5. Moderation policy
The on-cluster LLM is the same model + system prompt used by compliance-engine's content classifier; its safety posture inherits from that service's moderation envelope (no harmful generation, JSON-only output, prompt-injection resistance via constrained decoding).
consent-ledger-service adds these specific moderation guards:
- Output filter: Suggestions matching any platform-default keyword are dropped silently (already in catalog).
- Length cap: Each suggested keyword ≤ 32 chars; longer suggestions dropped.
- Script consistency: Each suggestion's script must match its declared
language(Latin for EN; Arabic-script for DR/PS/AR). Mixed-script suggestions dropped. - Profanity filter: Suggestions matching the platform profanity list are dropped — opt-out keywords should not double as slurs.

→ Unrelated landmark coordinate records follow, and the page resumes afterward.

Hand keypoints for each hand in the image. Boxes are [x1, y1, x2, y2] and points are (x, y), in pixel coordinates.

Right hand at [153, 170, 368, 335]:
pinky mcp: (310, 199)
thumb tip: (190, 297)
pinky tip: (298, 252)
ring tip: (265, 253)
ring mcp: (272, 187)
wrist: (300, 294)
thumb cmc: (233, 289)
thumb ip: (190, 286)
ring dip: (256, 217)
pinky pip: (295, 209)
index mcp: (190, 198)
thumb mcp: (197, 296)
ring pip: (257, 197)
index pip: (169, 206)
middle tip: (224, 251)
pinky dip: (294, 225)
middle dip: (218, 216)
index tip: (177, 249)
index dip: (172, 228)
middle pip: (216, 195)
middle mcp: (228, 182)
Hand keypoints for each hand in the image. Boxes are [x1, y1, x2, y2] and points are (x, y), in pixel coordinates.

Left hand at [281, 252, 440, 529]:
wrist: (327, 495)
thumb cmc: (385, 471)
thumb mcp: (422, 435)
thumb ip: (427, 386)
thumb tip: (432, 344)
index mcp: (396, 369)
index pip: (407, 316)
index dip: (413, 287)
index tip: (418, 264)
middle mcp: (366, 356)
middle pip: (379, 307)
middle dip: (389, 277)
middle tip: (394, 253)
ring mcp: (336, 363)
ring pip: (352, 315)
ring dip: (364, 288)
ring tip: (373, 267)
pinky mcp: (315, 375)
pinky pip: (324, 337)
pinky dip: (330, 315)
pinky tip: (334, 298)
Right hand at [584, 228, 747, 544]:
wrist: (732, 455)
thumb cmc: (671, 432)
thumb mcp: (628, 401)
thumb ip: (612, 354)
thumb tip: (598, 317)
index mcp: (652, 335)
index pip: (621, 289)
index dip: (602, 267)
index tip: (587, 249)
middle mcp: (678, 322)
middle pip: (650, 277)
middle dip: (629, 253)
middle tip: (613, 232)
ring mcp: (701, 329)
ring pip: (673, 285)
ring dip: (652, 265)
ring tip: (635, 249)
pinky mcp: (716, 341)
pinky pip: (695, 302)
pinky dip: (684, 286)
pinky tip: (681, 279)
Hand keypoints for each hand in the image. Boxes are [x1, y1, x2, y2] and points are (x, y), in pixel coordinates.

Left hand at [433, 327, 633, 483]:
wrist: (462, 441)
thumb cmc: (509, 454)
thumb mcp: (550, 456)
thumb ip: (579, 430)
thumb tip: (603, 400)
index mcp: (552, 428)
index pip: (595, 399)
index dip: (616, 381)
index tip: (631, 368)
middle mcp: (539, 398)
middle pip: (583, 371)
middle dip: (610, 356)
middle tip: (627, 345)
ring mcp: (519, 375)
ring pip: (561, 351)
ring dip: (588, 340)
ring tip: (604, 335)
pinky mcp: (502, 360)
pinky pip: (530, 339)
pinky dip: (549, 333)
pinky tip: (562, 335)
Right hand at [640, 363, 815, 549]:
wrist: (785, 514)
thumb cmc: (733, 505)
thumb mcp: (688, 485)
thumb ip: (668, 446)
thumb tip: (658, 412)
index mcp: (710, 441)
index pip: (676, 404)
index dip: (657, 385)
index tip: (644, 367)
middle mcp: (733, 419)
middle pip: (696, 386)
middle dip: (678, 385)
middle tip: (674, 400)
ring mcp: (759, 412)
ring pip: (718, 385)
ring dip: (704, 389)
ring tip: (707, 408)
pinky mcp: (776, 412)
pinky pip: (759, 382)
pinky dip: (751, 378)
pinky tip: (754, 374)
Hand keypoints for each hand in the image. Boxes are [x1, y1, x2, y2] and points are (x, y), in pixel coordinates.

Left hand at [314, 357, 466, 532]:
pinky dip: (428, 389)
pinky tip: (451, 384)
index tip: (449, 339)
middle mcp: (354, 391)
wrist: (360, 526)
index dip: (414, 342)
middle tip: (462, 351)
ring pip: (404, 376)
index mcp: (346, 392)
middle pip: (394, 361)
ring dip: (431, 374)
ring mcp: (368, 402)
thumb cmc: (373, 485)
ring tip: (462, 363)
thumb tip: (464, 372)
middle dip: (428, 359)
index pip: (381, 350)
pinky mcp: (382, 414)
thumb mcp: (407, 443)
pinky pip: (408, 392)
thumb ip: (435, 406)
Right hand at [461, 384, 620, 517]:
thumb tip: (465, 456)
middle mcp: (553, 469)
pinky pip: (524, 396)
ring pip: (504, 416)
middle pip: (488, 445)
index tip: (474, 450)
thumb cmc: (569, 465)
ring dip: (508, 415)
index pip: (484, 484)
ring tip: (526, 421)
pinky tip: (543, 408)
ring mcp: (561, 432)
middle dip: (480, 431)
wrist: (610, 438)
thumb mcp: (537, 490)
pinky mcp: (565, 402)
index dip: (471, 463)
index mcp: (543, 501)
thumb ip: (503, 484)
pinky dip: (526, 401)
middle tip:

- Rate cap: ≤ 50 candidate suggestions per run, regardless of LLM output length.
6. Observability
Metrics (Prometheus) for the keyword-suggester job:
| Metric | Type | Notes |
|---|---|---|
consent_ai_keyword_suggester_runs_total | Counter | Per status (success, failed, skipped_no_input) |
consent_ai_keyword_suggester_candidates_total | Counter | Per language |
consent_ai_keyword_suggester_accepted_total | Counter | After human review |
consent_ai_keyword_suggester_latency_seconds | Histogram | Per run |
consent_ai_keyword_suggester_parse_error_total | Counter | LLM responses that failed JSON parse |
consent_ai_redactor_violations_total | Counter | Inputs that the redactor flagged for raw PII (CRITICAL — should be zero) |
Logs are JSON, redacted; the prompt is logged only with redacted content; the response JSON is logged in full because it does not contain PII (only candidate keywords).
7. Cost & capacity model
The keyword-suggester is one weekly batch run with at most a few thousand input lines and a few KB of output. It uses < 1 GPU-minute per run. No incremental cost over the existing compliance-ai deployment.
8. Future enhancements (post-v1)
| Enhancement | Rationale | Timeline |
|---|---|---|
| Phase 2 NLU opt-out (case B above) | Capture free-text opt-outs not in catalog | 2027 Q1 (subject to red-team validation) |
| Multi-language ack-back personalisation | Adjust ack-back template per dialect | 2027 Q2 |
| Anomaly detection on STOP rates per tenant | Flag surge as potential adversarial / spam-induced storm | 2027 Q1 |
| AI-assisted regulator query summarisation | Take a regulator question and propose the SQL/audit window | 2027 Q3 — only with HITL |
All future enhancements remain bound by:
- No PII to cloud LLM.
- Human approval for any consent-state-affecting decision.
- Deterministic primary path; AI is always advisory.